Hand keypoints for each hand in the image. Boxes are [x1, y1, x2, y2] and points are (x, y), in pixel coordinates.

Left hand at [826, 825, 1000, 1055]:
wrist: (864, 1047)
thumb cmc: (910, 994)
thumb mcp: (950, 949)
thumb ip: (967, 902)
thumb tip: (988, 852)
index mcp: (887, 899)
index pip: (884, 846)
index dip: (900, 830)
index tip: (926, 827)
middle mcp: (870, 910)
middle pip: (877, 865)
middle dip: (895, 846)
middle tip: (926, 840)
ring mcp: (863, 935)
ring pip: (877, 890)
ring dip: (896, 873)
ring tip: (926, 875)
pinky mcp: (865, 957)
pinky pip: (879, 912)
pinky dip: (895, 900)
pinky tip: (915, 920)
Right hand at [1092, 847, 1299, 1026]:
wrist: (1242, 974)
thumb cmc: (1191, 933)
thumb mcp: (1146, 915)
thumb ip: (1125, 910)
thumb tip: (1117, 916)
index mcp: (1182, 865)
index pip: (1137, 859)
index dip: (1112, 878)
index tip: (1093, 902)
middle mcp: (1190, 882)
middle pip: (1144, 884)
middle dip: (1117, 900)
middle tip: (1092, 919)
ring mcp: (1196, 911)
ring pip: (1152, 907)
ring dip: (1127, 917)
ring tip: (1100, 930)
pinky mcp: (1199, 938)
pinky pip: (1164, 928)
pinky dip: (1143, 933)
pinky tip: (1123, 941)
* * *
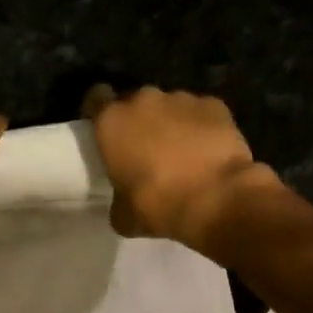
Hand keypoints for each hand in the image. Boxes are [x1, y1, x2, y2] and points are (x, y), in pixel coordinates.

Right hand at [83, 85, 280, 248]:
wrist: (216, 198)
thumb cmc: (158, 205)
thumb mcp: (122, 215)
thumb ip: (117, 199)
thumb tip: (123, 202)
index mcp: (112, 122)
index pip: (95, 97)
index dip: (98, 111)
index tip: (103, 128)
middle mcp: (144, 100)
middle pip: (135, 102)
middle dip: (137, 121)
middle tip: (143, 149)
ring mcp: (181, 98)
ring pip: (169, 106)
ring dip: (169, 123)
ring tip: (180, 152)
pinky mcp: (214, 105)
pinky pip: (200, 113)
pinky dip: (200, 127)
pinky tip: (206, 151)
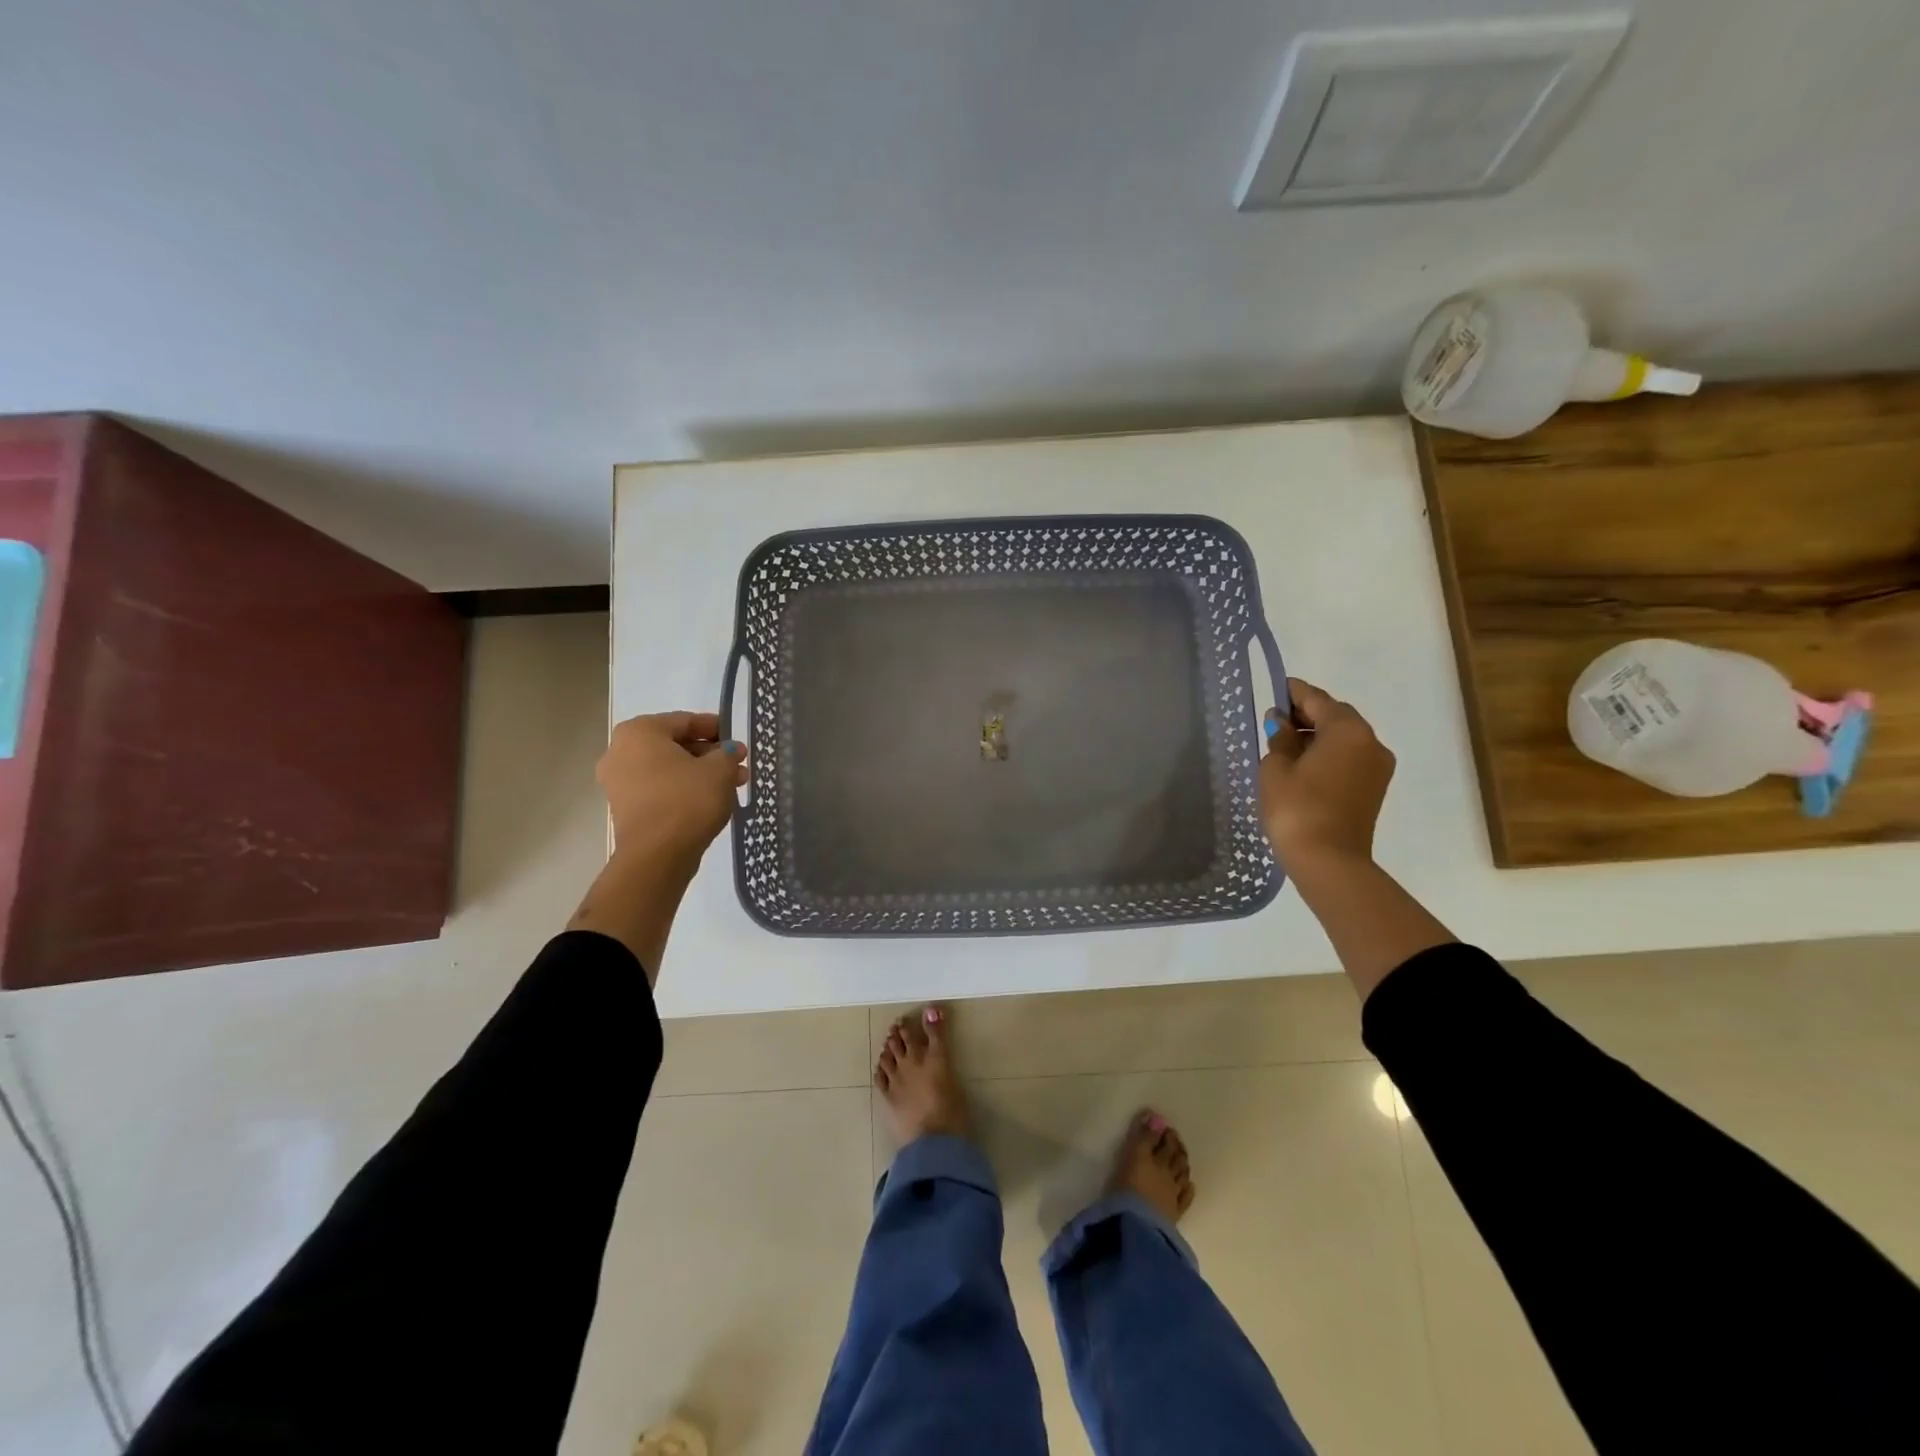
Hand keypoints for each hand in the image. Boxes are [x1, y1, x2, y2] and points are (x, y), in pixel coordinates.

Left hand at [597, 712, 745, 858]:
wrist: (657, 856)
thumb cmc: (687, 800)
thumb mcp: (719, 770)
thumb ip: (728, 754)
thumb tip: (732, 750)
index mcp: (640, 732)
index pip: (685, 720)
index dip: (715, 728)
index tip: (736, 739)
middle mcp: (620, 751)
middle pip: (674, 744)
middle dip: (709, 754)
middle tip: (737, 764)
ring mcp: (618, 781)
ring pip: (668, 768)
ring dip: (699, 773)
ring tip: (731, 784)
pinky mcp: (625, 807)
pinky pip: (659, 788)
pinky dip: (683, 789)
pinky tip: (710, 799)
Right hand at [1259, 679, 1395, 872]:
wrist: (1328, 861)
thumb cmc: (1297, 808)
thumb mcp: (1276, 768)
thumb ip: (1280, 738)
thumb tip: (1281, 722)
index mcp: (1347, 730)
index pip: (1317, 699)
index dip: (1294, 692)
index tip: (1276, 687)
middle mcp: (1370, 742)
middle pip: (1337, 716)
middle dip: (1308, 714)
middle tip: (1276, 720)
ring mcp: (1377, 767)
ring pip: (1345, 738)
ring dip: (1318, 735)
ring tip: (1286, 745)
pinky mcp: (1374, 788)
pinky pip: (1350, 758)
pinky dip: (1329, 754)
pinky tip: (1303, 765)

[YOUR GOAL]: Could you restate word for word the lines above, from the one that contains "index dip: (715, 728)" through the one that contains "pinky tip: (710, 799)", and no others?

[TASK SOLUTION]:
index dip: (715, 728)
index tip: (736, 739)
middle mcp: (620, 751)
middle pip: (674, 744)
middle dip: (709, 754)
middle tip: (737, 764)
ring mcp: (618, 781)
ring pip: (668, 768)
ring dip: (699, 773)
ring tip: (731, 784)
pinky mcp: (625, 807)
pinky pip: (659, 788)
pinky dip: (683, 789)
pinky tip: (710, 799)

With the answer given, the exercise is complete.